Appartengono forse alla fase più antica la grotta e il pozzo sottostante, e alcuni elementi scultorei in ceppo lombardo. Nel 1906 i Pesenti promuovono anche la sistemazione della piazza Garibaldi, l’antica Cava, facendo spostare l’antica statua della Madonna dei Sette Dolori (24) al ine di allargare la strada.

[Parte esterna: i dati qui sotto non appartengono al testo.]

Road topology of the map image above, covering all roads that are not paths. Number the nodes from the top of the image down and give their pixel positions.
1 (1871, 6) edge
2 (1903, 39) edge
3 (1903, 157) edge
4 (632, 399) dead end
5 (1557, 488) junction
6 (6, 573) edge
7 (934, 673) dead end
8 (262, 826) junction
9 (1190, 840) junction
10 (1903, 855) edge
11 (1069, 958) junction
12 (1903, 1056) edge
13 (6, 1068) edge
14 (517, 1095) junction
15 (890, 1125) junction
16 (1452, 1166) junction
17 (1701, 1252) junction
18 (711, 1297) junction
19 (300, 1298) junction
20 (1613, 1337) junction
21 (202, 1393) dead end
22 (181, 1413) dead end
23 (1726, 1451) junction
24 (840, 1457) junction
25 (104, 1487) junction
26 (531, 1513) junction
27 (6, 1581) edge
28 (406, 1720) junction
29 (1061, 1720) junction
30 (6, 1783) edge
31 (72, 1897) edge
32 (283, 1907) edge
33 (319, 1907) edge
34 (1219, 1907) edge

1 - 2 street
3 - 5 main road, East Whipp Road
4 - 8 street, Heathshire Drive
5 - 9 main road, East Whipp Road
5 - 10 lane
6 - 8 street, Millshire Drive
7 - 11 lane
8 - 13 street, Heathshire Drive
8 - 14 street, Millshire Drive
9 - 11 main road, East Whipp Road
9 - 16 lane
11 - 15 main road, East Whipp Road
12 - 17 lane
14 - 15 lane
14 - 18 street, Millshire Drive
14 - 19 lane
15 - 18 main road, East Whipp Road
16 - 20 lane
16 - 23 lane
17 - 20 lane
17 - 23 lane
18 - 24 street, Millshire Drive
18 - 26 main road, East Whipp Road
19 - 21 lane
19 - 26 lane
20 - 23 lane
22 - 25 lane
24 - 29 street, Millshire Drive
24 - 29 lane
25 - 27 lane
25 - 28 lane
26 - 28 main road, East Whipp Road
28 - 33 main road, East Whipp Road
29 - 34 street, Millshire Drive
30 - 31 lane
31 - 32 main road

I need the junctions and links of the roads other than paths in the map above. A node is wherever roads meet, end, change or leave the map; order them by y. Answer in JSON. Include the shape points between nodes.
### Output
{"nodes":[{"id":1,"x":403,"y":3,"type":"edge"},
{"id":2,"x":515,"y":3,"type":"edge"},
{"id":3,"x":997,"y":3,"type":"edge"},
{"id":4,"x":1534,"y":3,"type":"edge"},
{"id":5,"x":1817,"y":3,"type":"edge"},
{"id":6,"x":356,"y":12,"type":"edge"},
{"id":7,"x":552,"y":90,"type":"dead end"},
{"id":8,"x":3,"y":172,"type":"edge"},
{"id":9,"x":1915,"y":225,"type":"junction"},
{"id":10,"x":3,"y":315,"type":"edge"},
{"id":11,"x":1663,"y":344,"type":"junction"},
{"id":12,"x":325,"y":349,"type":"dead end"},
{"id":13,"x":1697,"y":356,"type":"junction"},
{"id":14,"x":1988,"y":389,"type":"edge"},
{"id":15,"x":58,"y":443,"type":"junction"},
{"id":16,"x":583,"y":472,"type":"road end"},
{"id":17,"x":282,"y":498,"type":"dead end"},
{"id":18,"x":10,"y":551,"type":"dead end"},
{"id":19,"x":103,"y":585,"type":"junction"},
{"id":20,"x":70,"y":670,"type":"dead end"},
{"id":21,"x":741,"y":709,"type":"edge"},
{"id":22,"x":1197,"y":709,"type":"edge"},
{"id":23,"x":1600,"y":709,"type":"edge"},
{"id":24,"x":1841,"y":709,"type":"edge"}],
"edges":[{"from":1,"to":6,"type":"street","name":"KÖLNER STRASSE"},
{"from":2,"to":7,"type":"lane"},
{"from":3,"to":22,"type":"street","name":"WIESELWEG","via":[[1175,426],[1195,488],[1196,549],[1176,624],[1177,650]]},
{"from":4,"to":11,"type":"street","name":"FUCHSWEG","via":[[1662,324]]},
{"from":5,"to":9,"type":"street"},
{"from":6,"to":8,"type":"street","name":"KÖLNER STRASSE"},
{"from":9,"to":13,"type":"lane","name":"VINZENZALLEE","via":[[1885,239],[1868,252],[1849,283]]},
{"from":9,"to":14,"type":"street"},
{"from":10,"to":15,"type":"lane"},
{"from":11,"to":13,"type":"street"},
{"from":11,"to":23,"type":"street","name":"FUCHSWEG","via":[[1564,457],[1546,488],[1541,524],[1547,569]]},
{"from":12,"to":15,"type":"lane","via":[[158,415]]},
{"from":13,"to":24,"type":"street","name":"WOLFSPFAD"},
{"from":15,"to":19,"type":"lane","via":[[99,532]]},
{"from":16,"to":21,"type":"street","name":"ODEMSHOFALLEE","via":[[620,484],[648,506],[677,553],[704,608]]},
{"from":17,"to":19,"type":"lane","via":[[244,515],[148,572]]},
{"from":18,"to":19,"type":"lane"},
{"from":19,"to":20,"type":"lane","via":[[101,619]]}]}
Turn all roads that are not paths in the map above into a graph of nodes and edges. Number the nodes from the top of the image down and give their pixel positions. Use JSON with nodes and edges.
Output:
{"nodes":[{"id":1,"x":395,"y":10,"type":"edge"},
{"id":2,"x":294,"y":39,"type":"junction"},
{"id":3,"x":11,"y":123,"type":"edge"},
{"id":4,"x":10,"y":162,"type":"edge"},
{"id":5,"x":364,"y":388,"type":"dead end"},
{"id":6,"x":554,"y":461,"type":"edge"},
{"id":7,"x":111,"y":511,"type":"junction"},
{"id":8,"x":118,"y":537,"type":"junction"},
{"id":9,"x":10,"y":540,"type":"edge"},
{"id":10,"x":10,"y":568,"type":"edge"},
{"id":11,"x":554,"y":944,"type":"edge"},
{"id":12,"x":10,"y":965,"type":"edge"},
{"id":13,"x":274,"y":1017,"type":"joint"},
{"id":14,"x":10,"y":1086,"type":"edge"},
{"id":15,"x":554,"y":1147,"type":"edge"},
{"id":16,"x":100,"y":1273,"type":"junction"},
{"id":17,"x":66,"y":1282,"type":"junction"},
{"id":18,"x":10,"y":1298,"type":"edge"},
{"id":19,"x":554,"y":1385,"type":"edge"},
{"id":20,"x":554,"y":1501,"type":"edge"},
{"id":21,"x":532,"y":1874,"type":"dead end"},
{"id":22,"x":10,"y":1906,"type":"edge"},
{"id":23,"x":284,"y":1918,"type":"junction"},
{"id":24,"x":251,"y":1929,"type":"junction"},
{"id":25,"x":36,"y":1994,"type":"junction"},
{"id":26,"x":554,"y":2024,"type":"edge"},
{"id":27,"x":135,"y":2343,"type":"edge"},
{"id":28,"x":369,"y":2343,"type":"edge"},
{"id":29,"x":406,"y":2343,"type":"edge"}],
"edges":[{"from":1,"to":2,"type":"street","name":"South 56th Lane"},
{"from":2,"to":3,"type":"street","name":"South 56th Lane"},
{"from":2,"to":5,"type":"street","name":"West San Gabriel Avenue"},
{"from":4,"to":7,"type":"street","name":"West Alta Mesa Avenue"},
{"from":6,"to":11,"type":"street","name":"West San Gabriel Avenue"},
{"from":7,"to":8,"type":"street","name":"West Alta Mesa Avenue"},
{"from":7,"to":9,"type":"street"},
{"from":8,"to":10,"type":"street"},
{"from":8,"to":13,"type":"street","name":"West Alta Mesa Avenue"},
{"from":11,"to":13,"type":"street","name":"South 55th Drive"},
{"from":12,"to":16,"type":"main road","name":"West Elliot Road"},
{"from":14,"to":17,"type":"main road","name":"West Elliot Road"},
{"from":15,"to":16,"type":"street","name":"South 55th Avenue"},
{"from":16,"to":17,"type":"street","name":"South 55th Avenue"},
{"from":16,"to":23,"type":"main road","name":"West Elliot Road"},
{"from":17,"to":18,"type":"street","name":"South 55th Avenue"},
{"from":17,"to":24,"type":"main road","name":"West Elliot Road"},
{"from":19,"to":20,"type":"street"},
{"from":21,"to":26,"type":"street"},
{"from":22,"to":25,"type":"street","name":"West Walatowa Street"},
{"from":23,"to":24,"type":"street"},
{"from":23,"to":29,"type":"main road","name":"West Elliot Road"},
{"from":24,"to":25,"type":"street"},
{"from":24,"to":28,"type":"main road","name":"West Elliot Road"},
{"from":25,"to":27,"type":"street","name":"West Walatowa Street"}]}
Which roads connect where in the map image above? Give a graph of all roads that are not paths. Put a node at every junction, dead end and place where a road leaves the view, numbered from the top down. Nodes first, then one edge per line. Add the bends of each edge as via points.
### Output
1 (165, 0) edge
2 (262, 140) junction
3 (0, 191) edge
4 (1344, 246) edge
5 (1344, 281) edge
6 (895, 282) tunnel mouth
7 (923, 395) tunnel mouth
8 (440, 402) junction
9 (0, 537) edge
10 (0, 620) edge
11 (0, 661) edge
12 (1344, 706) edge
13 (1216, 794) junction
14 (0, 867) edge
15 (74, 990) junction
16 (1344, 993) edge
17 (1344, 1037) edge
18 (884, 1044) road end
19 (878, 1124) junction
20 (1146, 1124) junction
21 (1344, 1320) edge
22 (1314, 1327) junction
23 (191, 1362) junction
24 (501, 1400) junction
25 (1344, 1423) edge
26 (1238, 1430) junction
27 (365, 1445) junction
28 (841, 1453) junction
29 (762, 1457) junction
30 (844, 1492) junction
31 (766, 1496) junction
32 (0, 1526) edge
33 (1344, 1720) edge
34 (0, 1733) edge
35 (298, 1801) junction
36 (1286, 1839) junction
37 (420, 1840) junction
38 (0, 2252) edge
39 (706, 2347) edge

Nel 1949 la proprietà, già frazionata in seguito ad alcuni interventi di natura urbanistica, viene ulteriormente ridotta con l’alienazione dell’edificio affacciato su piazza Garibaldi, venduto a Carlo Giordano; in quest’occasione si edifica il muro divisorio tra le proprietà. Nel 1956 si compiono le opere di adattamento per rendere il palazzo sede del Comune, inaugurato in tal senso il 1° marzo 1958. Nel 1956 il salone d’onore, divenuto sala consiliare, accoglie l’arredo disegnato per l’occorrenza da Luigi Angelini e, sul grande camino di marmo Macchiavecchia e marmo Nero, il dipinto di anonimo, copia del ritratto equestre di Tommaso Francesco di Savoia di Van Dyck. Se l’assetto complessivo dell’antica proprietà è oggi profondamente mutato e ridotto (l’accesso, peraltro, avveniva da un ingresso oggi laterale, verso la via Mazzini), gli interni testimoniano ancora con evidenza la grandiosità del palazzo, annunciata dallo scalone monumentale che conduce al piano nobile, al centro della cui volta è stato da poco rintracciato il tema mitologico di Ganimede, plausibilmente con intento celebrativo nei confronti del casato e della nobiltà acquisita. Al piano nobile si articola, come prassi in questo tipo di residenze, una sequenza di sale a tema destinate in parte alle occasioni di rappresentanza e parte di natura privata. Resta ancora da approfondire la sequenza costruttiva delle diverse fasi di riforma edilizia, chiaramente testimoniata dalle irregolarità delle murature e dall’alternanza di volte di diversa geometria e soffitti piani, mentre il complesso e colto ciclo iconografico costituisce, com’era consuetudine, un’esaltazione della figura del committente e delle sue imprese, a partire dal mito di Ganimede e l’aquila che campeggia nello sfondato della volta dello scalone. Il salone a tutt’altezza, al piano nobile, fu dipinto dal pittore quadraturista Domenico Ghislandi (1620-1677), padre del più celebre Fra’ Galgario, come plausibilmente la grande volta dello scalone e le altre sale di rappresentanza e di “comodità” al piano nobile.